Ryszard Kapuscinski (1932–2007) has become one of the renowned figures of modern journalism. His work cuts across the genres of war reporting, travel writing, and memoir. He has been called a “literary journalist” because of his lapidary prose. As a young man he aspired to be a poet; as the master of eyewitness history he became a credible candidate for the Nobel Prize. But towards the end of his life, doubts arose about the veracity of his dispatches from Africa and Latin America, and about his role in the apparat that forced Poland into the Soviet imperium.

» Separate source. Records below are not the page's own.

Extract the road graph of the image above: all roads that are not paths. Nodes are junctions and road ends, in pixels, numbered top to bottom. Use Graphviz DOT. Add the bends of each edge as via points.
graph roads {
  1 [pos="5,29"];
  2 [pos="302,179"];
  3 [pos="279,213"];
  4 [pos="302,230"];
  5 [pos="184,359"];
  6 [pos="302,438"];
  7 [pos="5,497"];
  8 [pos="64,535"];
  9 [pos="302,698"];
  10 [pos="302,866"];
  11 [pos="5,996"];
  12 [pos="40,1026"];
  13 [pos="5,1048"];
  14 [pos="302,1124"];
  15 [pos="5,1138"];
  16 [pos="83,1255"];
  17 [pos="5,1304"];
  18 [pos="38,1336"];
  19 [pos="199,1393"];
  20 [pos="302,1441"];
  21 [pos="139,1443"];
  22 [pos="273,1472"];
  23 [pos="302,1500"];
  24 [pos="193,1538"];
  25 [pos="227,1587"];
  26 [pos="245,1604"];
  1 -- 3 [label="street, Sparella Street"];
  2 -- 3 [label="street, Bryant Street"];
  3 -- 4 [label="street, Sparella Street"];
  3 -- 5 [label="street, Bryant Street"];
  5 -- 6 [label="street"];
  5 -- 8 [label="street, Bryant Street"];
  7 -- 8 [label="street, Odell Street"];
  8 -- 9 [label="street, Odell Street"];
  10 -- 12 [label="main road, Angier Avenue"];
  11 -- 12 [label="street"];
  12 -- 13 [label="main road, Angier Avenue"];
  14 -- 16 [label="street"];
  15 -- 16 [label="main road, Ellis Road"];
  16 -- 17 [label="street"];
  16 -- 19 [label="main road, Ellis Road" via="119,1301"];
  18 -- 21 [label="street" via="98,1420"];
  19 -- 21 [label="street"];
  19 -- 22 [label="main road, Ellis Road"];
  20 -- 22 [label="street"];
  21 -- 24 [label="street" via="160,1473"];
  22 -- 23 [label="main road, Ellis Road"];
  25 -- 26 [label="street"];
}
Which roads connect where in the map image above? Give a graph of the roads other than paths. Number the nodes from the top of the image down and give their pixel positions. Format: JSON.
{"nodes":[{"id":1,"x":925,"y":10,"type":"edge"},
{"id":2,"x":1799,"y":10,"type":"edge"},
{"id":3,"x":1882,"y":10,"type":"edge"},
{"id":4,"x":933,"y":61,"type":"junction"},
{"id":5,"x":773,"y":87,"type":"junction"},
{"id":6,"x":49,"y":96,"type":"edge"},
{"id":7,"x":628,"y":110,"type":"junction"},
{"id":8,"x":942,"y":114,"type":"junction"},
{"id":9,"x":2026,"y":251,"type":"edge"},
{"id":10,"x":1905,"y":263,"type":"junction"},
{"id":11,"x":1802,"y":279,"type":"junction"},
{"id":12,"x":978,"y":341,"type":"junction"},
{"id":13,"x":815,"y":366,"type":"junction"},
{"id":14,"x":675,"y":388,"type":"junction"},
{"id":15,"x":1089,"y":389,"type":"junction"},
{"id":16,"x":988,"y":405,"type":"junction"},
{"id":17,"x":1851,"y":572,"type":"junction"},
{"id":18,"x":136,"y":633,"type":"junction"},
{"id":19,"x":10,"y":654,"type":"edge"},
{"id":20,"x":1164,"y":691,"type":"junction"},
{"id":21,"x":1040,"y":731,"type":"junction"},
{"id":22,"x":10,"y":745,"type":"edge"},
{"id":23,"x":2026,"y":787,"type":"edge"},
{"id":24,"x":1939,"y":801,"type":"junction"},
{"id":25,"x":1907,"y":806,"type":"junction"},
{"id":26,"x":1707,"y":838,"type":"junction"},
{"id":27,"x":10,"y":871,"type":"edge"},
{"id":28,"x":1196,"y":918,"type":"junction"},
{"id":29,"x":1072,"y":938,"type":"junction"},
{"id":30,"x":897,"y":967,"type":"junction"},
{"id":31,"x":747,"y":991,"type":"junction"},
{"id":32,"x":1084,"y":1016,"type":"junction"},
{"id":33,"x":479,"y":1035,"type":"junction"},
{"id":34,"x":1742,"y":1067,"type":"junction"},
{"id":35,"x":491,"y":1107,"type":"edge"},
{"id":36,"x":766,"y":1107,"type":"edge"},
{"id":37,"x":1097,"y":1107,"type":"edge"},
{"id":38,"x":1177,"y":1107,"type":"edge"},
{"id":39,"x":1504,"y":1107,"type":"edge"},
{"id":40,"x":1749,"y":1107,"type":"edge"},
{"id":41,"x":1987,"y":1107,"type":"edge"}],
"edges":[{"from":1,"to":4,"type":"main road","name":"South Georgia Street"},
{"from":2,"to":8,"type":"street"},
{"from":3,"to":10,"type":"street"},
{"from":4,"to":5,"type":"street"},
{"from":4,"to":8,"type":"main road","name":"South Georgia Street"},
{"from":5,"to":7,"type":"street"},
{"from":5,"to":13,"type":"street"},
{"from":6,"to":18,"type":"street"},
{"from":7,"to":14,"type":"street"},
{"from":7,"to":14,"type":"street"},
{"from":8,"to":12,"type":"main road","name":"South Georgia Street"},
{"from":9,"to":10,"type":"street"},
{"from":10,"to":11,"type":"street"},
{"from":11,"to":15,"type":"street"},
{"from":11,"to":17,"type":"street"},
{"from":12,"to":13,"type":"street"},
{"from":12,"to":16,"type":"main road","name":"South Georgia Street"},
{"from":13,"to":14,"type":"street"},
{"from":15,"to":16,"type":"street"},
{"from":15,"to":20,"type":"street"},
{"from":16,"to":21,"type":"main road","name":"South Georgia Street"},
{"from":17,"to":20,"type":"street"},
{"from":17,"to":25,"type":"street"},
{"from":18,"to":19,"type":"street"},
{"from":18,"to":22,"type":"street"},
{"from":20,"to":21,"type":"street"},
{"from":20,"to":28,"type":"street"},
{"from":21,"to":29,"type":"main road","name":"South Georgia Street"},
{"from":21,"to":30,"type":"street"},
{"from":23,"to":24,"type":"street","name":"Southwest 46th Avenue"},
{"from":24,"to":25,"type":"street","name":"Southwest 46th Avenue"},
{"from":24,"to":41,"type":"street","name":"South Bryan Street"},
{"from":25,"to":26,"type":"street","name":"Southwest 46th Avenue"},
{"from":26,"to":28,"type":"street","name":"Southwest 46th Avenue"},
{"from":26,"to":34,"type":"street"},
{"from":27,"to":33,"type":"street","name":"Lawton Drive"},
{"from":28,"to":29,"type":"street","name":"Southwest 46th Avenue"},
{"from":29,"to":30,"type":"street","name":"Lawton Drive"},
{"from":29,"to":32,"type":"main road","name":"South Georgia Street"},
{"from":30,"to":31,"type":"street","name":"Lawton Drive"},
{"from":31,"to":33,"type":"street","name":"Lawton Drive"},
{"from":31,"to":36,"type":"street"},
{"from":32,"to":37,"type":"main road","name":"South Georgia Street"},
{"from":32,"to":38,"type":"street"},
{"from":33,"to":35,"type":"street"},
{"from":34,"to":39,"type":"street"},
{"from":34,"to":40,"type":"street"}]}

Arthur Domoslawski probes every aspect of Kapuscinski: the man, the writer, and the mentor. Domoslawski knew Kapuscinski and this proximity strengthens the biographer’s narrative, allowing him to measure his own memories against those of his subject’s sister, friends, and associates. I cannot say enemies, since Kapuscinski really had none. Indeed, one of this biography’s chapters is titled “Why Did Kapuscinski Have No Critics in Poland?” It was only very late in the day—really only as Kapuscinski lay dying—that the monumental authority he had accrued in his native land began to be challenged.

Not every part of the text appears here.